WHAT THE EXERCISE ASKS: Every entry below should be written out exactly, and no image should appear.

Source records
════════════════════

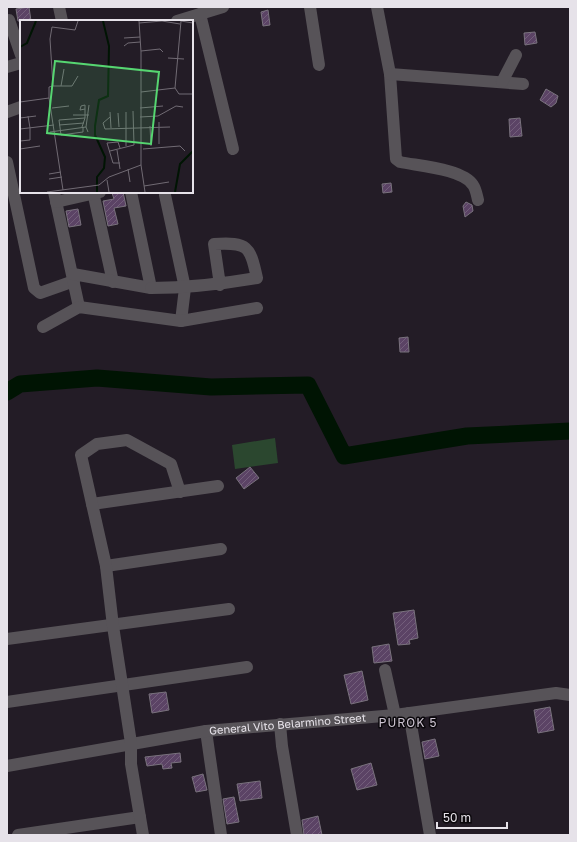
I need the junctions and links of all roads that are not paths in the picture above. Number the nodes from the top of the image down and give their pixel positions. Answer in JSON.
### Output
{"nodes":[{"id":1,"x":59,"y":7,"type":"edge"},
{"id":2,"x":223,"y":7,"type":"edge"},
{"id":3,"x":310,"y":7,"type":"edge"},
{"id":4,"x":377,"y":7,"type":"edge"},
{"id":5,"x":200,"y":14,"type":"junction"},
{"id":6,"x":9,"y":20,"type":"dead end"},
{"id":7,"x":62,"y":20,"type":"edge"},
{"id":8,"x":180,"y":20,"type":"edge"},
{"id":9,"x":20,"y":52,"type":"edge"},
{"id":10,"x":516,"y":55,"type":"dead end"},
{"id":11,"x":20,"y":63,"type":"edge"},
{"id":12,"x":319,"y":65,"type":"dead end"},
{"id":13,"x":7,"y":67,"type":"edge"},
{"id":14,"x":390,"y":74,"type":"junction"},
{"id":15,"x":502,"y":82,"type":"junction"},
{"id":16,"x":523,"y":84,"type":"dead end"},
{"id":17,"x":20,"y":107,"type":"edge"},
{"id":18,"x":7,"y":112,"type":"edge"},
{"id":19,"x":233,"y":149,"type":"dead end"},
{"id":20,"x":7,"y":162,"type":"edge"},
{"id":21,"x":88,"y":193,"type":"edge"},
{"id":22,"x":96,"y":193,"type":"edge"},
{"id":23,"x":131,"y":193,"type":"edge"},
{"id":24,"x":164,"y":195,"type":"dead end"},
{"id":25,"x":55,"y":197,"type":"edge"},
{"id":26,"x":478,"y":200,"type":"dead end"},
{"id":27,"x":73,"y":278,"type":"junction"},
{"id":28,"x":113,"y":282,"type":"junction"},
{"id":29,"x":220,"y":285,"type":"dead end"},
{"id":30,"x":151,"y":288,"type":"junction"},
{"id":31,"x":185,"y":288,"type":"junction"},
{"id":32,"x":79,"y":307,"type":"junction"},
{"id":33,"x":257,"y":308,"type":"dead end"},
{"id":34,"x":181,"y":321,"type":"junction"},
{"id":35,"x":43,"y":327,"type":"dead end"},
{"id":36,"x":218,"y":486,"type":"dead end"},
{"id":37,"x":180,"y":492,"type":"junction"},
{"id":38,"x":92,"y":504,"type":"junction"},
{"id":39,"x":221,"y":549,"type":"dead end"},
{"id":40,"x":106,"y":566,"type":"junction"},
{"id":41,"x":229,"y":609,"type":"dead end"},
{"id":42,"x":113,"y":626,"type":"junction"},
{"id":43,"x":7,"y":639,"type":"edge"},
{"id":44,"x":247,"y":667,"type":"dead end"},
{"id":45,"x":385,"y":670,"type":"dead end"},
{"id":46,"x":123,"y":685,"type":"junction"},
{"id":47,"x":570,"y":695,"type":"edge"},
{"id":48,"x":7,"y":702,"type":"edge"},
{"id":49,"x":409,"y":713,"type":"junction"},
{"id":50,"x":395,"y":715,"type":"junction"},
{"id":51,"x":280,"y":724,"type":"junction"},
{"id":52,"x":206,"y":731,"type":"junction"},
{"id":53,"x":131,"y":743,"type":"junction"},
{"id":54,"x":7,"y":766,"type":"edge"},
{"id":55,"x":140,"y":817,"type":"junction"},
{"id":56,"x":18,"y":835,"type":"edge"},
{"id":57,"x":143,"y":835,"type":"edge"},
{"id":58,"x":221,"y":835,"type":"edge"},
{"id":59,"x":297,"y":835,"type":"edge"},
{"id":60,"x":430,"y":835,"type":"edge"}],
"edges":[{"from":1,"to":7,"type":"street"},
{"from":2,"to":5,"type":"street"},
{"from":3,"to":12,"type":"street"},
{"from":4,"to":14,"type":"street"},
{"from":5,"to":8,"type":"street"},
{"from":5,"to":19,"type":"street"},
{"from":6,"to":9,"type":"street"},
{"from":10,"to":15,"type":"street"},
{"from":11,"to":13,"type":"street"},
{"from":14,"to":15,"type":"street"},
{"from":14,"to":26,"type":"street"},
{"from":15,"to":16,"type":"street"},
{"from":17,"to":18,"type":"street"},
{"from":20,"to":27,"type":"street"},
{"from":21,"to":25,"type":"street"},
{"from":22,"to":28,"type":"street"},
{"from":23,"to":30,"type":"street"},
{"from":24,"to":31,"type":"street"},
{"from":25,"to":27,"type":"street"},
{"from":27,"to":28,"type":"street"},
{"from":27,"to":32,"type":"street"},
{"from":28,"to":30,"type":"street"},
{"from":29,"to":31,"type":"street"},
{"from":30,"to":31,"type":"street"},
{"from":31,"to":34,"type":"street"},
{"from":32,"to":34,"type":"street"},
{"from":32,"to":35,"type":"street"},
{"from":33,"to":34,"type":"street"},
{"from":36,"to":37,"type":"street"},
{"from":37,"to":38,"type":"street"},
{"from":37,"to":38,"type":"street"},
{"from":38,"to":40,"type":"street"},
{"from":39,"to":40,"type":"street"},
{"from":40,"to":42,"type":"street"},
{"from":41,"to":42,"type":"street"},
{"from":42,"to":43,"type":"street"},
{"from":42,"to":46,"type":"street"},
{"from":44,"to":46,"type":"street"},
{"from":45,"to":50,"type":"street"},
{"from":46,"to":48,"type":"street"},
{"from":46,"to":53,"type":"street"},
{"from":47,"to":49,"type":"street","name":"General Vito Belarmino Street"},
{"from":49,"to":50,"type":"street","name":"General Vito Belarmino Street"},
{"from":49,"to":60,"type":"street"},
{"from":50,"to":51,"type":"street","name":"General Vito Belarmino Street"},
{"from":51,"to":52,"type":"street","name":"General Vito Belarmino Street"},
{"from":51,"to":59,"type":"street"},
{"from":52,"to":53,"type":"street","name":"General Vito Belarmino Street"},
{"from":52,"to":58,"type":"street"},
{"from":53,"to":54,"type":"street","name":"General Vito Belarmino Street"},
{"from":53,"to":55,"type":"street"},
{"from":55,"to":56,"type":"street"},
{"from":55,"to":57,"type":"street"}]}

════════════════════

SOLUTION TO THE PROBLEM:
I need the junctions and links of all roads that are not paths in the picture above. Number the nodes from the top of the image down and give their pixel positions. Answer in JSON.
### Output
{"nodes":[{"id":1,"x":59,"y":7,"type":"edge"},
{"id":2,"x":223,"y":7,"type":"edge"},
{"id":3,"x":310,"y":7,"type":"edge"},
{"id":4,"x":377,"y":7,"type":"edge"},
{"id":5,"x":200,"y":14,"type":"junction"},
{"id":6,"x":9,"y":20,"type":"dead end"},
{"id":7,"x":62,"y":20,"type":"edge"},
{"id":8,"x":180,"y":20,"type":"edge"},
{"id":9,"x":20,"y":52,"type":"edge"},
{"id":10,"x":516,"y":55,"type":"dead end"},
{"id":11,"x":20,"y":63,"type":"edge"},
{"id":12,"x":319,"y":65,"type":"dead end"},
{"id":13,"x":7,"y":67,"type":"edge"},
{"id":14,"x":390,"y":74,"type":"junction"},
{"id":15,"x":502,"y":82,"type":"junction"},
{"id":16,"x":523,"y":84,"type":"dead end"},
{"id":17,"x":20,"y":107,"type":"edge"},
{"id":18,"x":7,"y":112,"type":"edge"},
{"id":19,"x":233,"y":149,"type":"dead end"},
{"id":20,"x":7,"y":162,"type":"edge"},
{"id":21,"x":88,"y":193,"type":"edge"},
{"id":22,"x":96,"y":193,"type":"edge"},
{"id":23,"x":131,"y":193,"type":"edge"},
{"id":24,"x":164,"y":195,"type":"dead end"},
{"id":25,"x":55,"y":197,"type":"edge"},
{"id":26,"x":478,"y":200,"type":"dead end"},
{"id":27,"x":73,"y":278,"type":"junction"},
{"id":28,"x":113,"y":282,"type":"junction"},
{"id":29,"x":220,"y":285,"type":"dead end"},
{"id":30,"x":151,"y":288,"type":"junction"},
{"id":31,"x":185,"y":288,"type":"junction"},
{"id":32,"x":79,"y":307,"type":"junction"},
{"id":33,"x":257,"y":308,"type":"dead end"},
{"id":34,"x":181,"y":321,"type":"junction"},
{"id":35,"x":43,"y":327,"type":"dead end"},
{"id":36,"x":218,"y":486,"type":"dead end"},
{"id":37,"x":180,"y":492,"type":"junction"},
{"id":38,"x":92,"y":504,"type":"junction"},
{"id":39,"x":221,"y":549,"type":"dead end"},
{"id":40,"x":106,"y":566,"type":"junction"},
{"id":41,"x":229,"y":609,"type":"dead end"},
{"id":42,"x":113,"y":626,"type":"junction"},
{"id":43,"x":7,"y":639,"type":"edge"},
{"id":44,"x":247,"y":667,"type":"dead end"},
{"id":45,"x":385,"y":670,"type":"dead end"},
{"id":46,"x":123,"y":685,"type":"junction"},
{"id":47,"x":570,"y":695,"type":"edge"},
{"id":48,"x":7,"y":702,"type":"edge"},
{"id":49,"x":409,"y":713,"type":"junction"},
{"id":50,"x":395,"y":715,"type":"junction"},
{"id":51,"x":280,"y":724,"type":"junction"},
{"id":52,"x":206,"y":731,"type":"junction"},
{"id":53,"x":131,"y":743,"type":"junction"},
{"id":54,"x":7,"y":766,"type":"edge"},
{"id":55,"x":140,"y":817,"type":"junction"},
{"id":56,"x":18,"y":835,"type":"edge"},
{"id":57,"x":143,"y":835,"type":"edge"},
{"id":58,"x":221,"y":835,"type":"edge"},
{"id":59,"x":297,"y":835,"type":"edge"},
{"id":60,"x":430,"y":835,"type":"edge"}],
"edges":[{"from":1,"to":7,"type":"street"},
{"from":2,"to":5,"type":"street"},
{"from":3,"to":12,"type":"street"},
{"from":4,"to":14,"type":"street"},
{"from":5,"to":8,"type":"street"},
{"from":5,"to":19,"type":"street"},
{"from":6,"to":9,"type":"street"},
{"from":10,"to":15,"type":"street"},
{"from":11,"to":13,"type":"street"},
{"from":14,"to":15,"type":"street"},
{"from":14,"to":26,"type":"street"},
{"from":15,"to":16,"type":"street"},
{"from":17,"to":18,"type":"street"},
{"from":20,"to":27,"type":"street"},
{"from":21,"to":25,"type":"street"},
{"from":22,"to":28,"type":"street"},
{"from":23,"to":30,"type":"street"},
{"from":24,"to":31,"type":"street"},
{"from":25,"to":27,"type":"street"},
{"from":27,"to":28,"type":"street"},
{"from":27,"to":32,"type":"street"},
{"from":28,"to":30,"type":"street"},
{"from":29,"to":31,"type":"street"},
{"from":30,"to":31,"type":"street"},
{"from":31,"to":34,"type":"street"},
{"from":32,"to":34,"type":"street"},
{"from":32,"to":35,"type":"street"},
{"from":33,"to":34,"type":"street"},
{"from":36,"to":37,"type":"street"},
{"from":37,"to":38,"type":"street"},
{"from":37,"to":38,"type":"street"},
{"from":38,"to":40,"type":"street"},
{"from":39,"to":40,"type":"street"},
{"from":40,"to":42,"type":"street"},
{"from":41,"to":42,"type":"street"},
{"from":42,"to":43,"type":"street"},
{"from":42,"to":46,"type":"street"},
{"from":44,"to":46,"type":"street"},
{"from":45,"to":50,"type":"street"},
{"from":46,"to":48,"type":"street"},
{"from":46,"to":53,"type":"street"},
{"from":47,"to":49,"type":"street","name":"General Vito Belarmino Street"},
{"from":49,"to":50,"type":"street","name":"General Vito Belarmino Street"},
{"from":49,"to":60,"type":"street"},
{"from":50,"to":51,"type":"street","name":"General Vito Belarmino Street"},
{"from":51,"to":52,"type":"street","name":"General Vito Belarmino Street"},
{"from":51,"to":59,"type":"street"},
{"from":52,"to":53,"type":"street","name":"General Vito Belarmino Street"},
{"from":52,"to":58,"type":"street"},
{"from":53,"to":54,"type":"street","name":"General Vito Belarmino Street"},
{"from":53,"to":55,"type":"street"},
{"from":55,"to":56,"type":"street"},
{"from":55,"to":57,"type":"street"}]}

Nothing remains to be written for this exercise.